1. Russell (Logic with Types to fix the “Russell Paradox” in Set Theory Crisis)

2. Hilbert (Axiomatization of all Mathematics)

3. Brouwer (Intuitionism) against "排中律" (Law of the Excluded Middle)

Winner: Godel “The Incomplete Theorem” (不完备定律)

However, the by-product of these 3 school fights give rise to new Math discovery in Machine Proofing (2010s):

Homotopy Type Theory (HoTT) = Logic (Proof) + Type (Intuitionist) + Topology (Homotopy).

ie. Math Proof = Computer Program

Top 20 Math Books on Machine Learning / AI


    The first 4 books (by Strang, Lang, etc) are the Masterpieces.

    • Linear Algebra by Strang.

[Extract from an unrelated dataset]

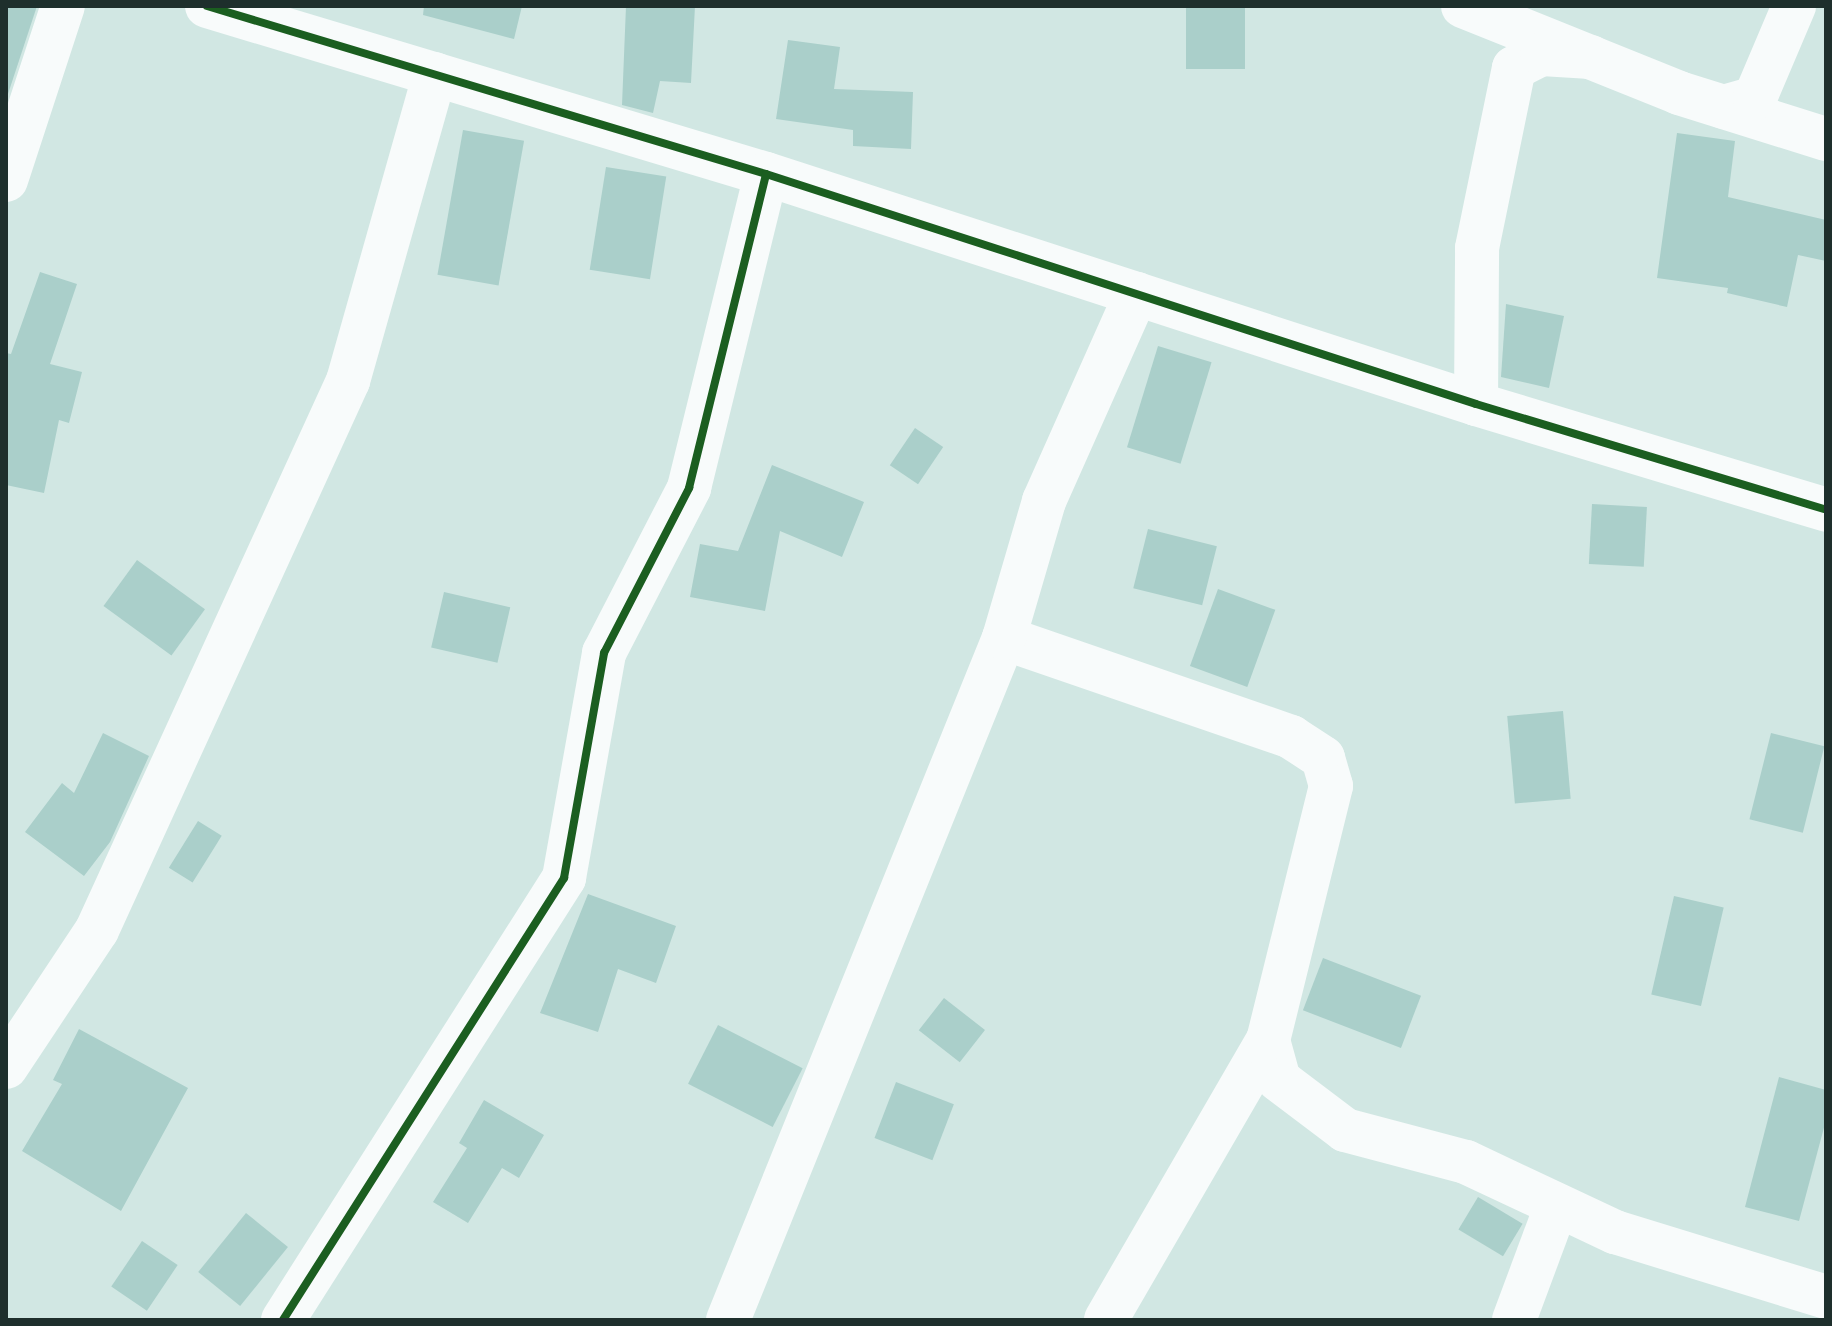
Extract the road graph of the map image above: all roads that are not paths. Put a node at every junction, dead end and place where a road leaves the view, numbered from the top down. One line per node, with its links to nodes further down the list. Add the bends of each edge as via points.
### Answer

He writes math like few folks do, no endless paragraphs of definitions and theorems. He tells you why something is important. He wears his heart on his sleeve. If you want to spend a lifetime doing ML, sleep with this book under your pillow. Read it when you go to bed and wake up in the morning. Repeat to yourself: “eigen do it if I try.”

      Strang’s MIT OpenCourse:



      • Introduction to Applied Math by Strang. You’ll need to understand differential equations at some point, even to understand the dynamics of deep learning models, so you’ll benefit from Strang’s tour de force of a survey through a vast landscape of ideas, from numerical analysis to Fourier transforms.
      • Algebra by Lang. This legendary Yale professor has written more “yellow jacketed” tomes in math in the Springer series than any one else. I secretly think he’s a fictitious person actually made up of the entire Yale math faculty. Yes, it’s a long book. Yes, it’s hard going. No, it’s about as far from Strang as you can get. You want out. Be my guest. Mount Everest cannot be climbed by everyone. Here’s a nice phrase : “Today we Strang. Tomorrow we will Lang”. Meaning ML today uses basic linear algebraic ideas like eigenvectors, singular value decomposition etc. in the coming decades, the far more powerful machinery in Lang’s book will come into use. Want to be a leader in the ML of tomorrow? This is what it might require.
      • Computational Homology by Kaczynski. Many of the books above cover some basic topology, the abstract study of shapes. You know, the subfield of math that shows why a coffee cup is the same as a doughnut. Most ML methods assume smoothness of the underlying space. Can one learn anything in a space that has no smoothness metrics defined on it? This subfield of topology studies how to extract geometric structure from datasets without assuming any continuity or smoothness.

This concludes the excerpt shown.